# Service Upgrade Question



## Dennis Alwon (May 9, 2009)

The old service is 40 amps? If that is all that is going in there than you can used a dp 40 breaker and use one side and you will not need a main breaker kit. If they are going to upgrade then once you get over 6 breakers then a main breaker kit is necessary. Personally I would put it in now.


----------



## Dennis Alwon (May 9, 2009)

BTW, the services are pretty much the same for residence and commercial. The only difference is the service conductor allowances for resi work


----------



## Bootss (Dec 30, 2011)

how much is the breaker and kit?


----------



## waterdog (May 13, 2008)

Dennis Alwon said:


> The old service is 40 amps? If that is all that is going in there than you can used a dp 40 breaker and use one side and you will not need a main breaker kit. If they are going to upgrade then once you get over 6 breakers then a main breaker kit is necessary. Personally I would put it in now.

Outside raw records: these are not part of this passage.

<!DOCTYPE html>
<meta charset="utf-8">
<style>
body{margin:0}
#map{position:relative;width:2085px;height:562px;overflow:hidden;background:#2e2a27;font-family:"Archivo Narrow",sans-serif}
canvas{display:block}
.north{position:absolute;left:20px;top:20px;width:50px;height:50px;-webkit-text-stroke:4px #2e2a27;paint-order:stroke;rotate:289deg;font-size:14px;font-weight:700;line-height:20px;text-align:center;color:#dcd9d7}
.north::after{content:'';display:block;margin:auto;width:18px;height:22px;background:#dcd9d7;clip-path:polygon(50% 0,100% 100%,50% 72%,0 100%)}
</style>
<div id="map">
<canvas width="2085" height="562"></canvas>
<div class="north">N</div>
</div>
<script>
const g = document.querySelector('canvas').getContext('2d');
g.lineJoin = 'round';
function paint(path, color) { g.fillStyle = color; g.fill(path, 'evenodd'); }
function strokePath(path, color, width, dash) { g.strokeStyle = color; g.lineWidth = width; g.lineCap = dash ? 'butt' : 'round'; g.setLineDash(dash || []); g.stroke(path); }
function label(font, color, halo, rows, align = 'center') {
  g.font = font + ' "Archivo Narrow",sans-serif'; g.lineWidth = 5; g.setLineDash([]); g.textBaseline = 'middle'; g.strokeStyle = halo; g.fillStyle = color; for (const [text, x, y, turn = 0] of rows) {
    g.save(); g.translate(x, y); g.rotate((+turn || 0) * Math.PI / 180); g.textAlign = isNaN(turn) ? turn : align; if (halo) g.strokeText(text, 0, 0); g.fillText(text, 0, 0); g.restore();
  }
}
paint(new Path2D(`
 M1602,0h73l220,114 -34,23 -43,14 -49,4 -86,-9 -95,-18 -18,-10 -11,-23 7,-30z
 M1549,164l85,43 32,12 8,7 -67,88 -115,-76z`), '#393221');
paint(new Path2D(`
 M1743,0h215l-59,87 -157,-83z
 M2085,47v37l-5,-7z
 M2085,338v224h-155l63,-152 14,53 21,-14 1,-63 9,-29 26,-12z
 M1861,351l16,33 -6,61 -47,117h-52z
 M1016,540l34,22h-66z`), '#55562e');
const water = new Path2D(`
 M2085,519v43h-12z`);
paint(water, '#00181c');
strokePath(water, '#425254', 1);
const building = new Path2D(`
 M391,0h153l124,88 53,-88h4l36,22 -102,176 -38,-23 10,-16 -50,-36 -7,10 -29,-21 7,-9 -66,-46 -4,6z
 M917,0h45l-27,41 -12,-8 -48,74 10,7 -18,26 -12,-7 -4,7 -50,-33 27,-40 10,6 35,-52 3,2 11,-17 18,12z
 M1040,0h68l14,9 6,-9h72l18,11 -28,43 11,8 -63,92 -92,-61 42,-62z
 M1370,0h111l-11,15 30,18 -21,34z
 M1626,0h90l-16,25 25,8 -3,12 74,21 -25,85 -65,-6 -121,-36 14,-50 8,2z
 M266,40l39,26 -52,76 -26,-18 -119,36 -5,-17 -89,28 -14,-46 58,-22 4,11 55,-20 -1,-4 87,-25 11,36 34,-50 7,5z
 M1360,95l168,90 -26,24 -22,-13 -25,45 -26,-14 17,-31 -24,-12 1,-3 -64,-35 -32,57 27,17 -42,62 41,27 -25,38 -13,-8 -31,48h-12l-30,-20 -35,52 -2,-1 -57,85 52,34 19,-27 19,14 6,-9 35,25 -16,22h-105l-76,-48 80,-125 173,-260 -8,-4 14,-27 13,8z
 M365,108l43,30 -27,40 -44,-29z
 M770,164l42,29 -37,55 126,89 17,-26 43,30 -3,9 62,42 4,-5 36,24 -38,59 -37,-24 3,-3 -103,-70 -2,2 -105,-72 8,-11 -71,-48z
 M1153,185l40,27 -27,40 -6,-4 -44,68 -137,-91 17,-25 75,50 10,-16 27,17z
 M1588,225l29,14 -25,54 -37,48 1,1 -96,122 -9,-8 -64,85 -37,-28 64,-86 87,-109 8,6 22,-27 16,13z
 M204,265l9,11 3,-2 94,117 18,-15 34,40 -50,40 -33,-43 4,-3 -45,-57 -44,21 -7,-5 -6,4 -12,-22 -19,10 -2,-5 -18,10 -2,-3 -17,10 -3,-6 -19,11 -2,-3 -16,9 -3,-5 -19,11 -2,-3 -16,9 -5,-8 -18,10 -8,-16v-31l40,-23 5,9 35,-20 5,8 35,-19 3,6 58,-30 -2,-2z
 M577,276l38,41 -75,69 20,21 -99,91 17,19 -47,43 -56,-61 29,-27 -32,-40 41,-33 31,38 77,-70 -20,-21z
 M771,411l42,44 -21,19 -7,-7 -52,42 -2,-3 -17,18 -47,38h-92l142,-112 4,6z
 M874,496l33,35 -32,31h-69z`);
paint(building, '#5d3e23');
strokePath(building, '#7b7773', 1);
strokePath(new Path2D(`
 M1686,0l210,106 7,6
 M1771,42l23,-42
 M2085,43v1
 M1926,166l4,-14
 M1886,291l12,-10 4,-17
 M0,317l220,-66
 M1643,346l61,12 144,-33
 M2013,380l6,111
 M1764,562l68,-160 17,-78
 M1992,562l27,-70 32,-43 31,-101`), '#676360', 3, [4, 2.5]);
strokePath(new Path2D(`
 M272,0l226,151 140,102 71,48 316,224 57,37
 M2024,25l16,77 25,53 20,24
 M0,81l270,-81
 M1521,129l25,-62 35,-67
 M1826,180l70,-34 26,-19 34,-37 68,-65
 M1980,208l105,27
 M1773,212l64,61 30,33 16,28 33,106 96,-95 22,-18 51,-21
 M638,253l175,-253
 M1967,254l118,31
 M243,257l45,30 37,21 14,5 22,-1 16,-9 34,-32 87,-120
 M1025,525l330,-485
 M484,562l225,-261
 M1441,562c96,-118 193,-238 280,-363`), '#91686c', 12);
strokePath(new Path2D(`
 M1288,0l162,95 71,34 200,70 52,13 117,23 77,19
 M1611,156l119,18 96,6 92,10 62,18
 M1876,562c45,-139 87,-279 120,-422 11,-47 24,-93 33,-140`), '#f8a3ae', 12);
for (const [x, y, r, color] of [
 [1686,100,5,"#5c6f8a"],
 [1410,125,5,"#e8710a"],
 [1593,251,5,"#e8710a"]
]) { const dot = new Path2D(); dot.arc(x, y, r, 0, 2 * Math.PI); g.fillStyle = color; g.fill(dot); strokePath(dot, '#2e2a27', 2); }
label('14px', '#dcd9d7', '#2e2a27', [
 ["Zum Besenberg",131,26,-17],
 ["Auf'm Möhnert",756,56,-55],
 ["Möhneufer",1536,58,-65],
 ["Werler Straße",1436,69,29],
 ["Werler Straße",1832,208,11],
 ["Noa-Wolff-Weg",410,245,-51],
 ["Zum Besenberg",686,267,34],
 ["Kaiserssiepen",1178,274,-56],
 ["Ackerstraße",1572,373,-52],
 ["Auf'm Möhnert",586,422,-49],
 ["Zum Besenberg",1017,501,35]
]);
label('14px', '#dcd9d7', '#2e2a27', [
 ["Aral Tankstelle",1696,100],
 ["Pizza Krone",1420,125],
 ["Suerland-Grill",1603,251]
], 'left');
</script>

The house is over 80 years old and currently unoccupied. There 4 circuits feeding the house. He pulled a permit to upgrade to a 200 amp service, city required no drawings.


----------



## gnuuser (Jan 13, 2013)

with wiring that old it may not be sufficient for a 200 amp service
an insulation test is in order here 
or a complete rewire to bring everything up to code.


----------



## Jlarson (Jun 28, 2009)

That model all in one should come with a 200 amp main.


----------



## retiredsparktech (Mar 8, 2011)

waterdog said:


> I am a commercial electrician, I typically don't mess with residential work except for some family and some friends. A buddy is looking to upgrade his momma's old house. It currently has a 120volt 40 amp screw in fuse disco switch. Do to clearance issues with gas meter I am looking to install the service panel I have linked to. This panel as indicated is CSED, it does not have the 200 amp main breaker in the kit. Do I have to buy a separate kit to bolt the main breaker on the bussing or do I simply install a 200 amp breaker on a space. I am not finding any 200 amp breaker that will snap into a space.
> 
> http://www.homedepot.com/p/Square-D...RCH=RV-_-RV_nav_plp_rr-2-_-NA-_-100160711-_-N
> 
> ...


There is no 40 amp, 120 volt, two wire service. There was no 40 amp, plug fuses. What you're referring to, is a 30 amp, two wire service.
I personally, wouldn't install a 200 amp, 120, 240 volt service. A 100 amp panel, would be enough, unless the local code requires a 200 amp minimum service.


----------



## waterdog (May 13, 2008)

Jlarson said:


> That model all in one should come with a 200 amp main.


Yup, figured it out.


----------



## waterdog (May 13, 2008)

retiredsparktech said:


> There is no 40 amp, 120 volt, two wire service. There was no 40 amp, plug fuses. What you're referring to, is a 30 amp, two wire service.
> I personally, wouldn't install a 200 amp, 120, 240 volt service. A 100 amp panel, would be enough, unless the local code requires a 200 amp minimum service.


 
Like I said, I don't mess with residential much

The house will be renovated, there is an additional building on the property that will become a work shop.


----------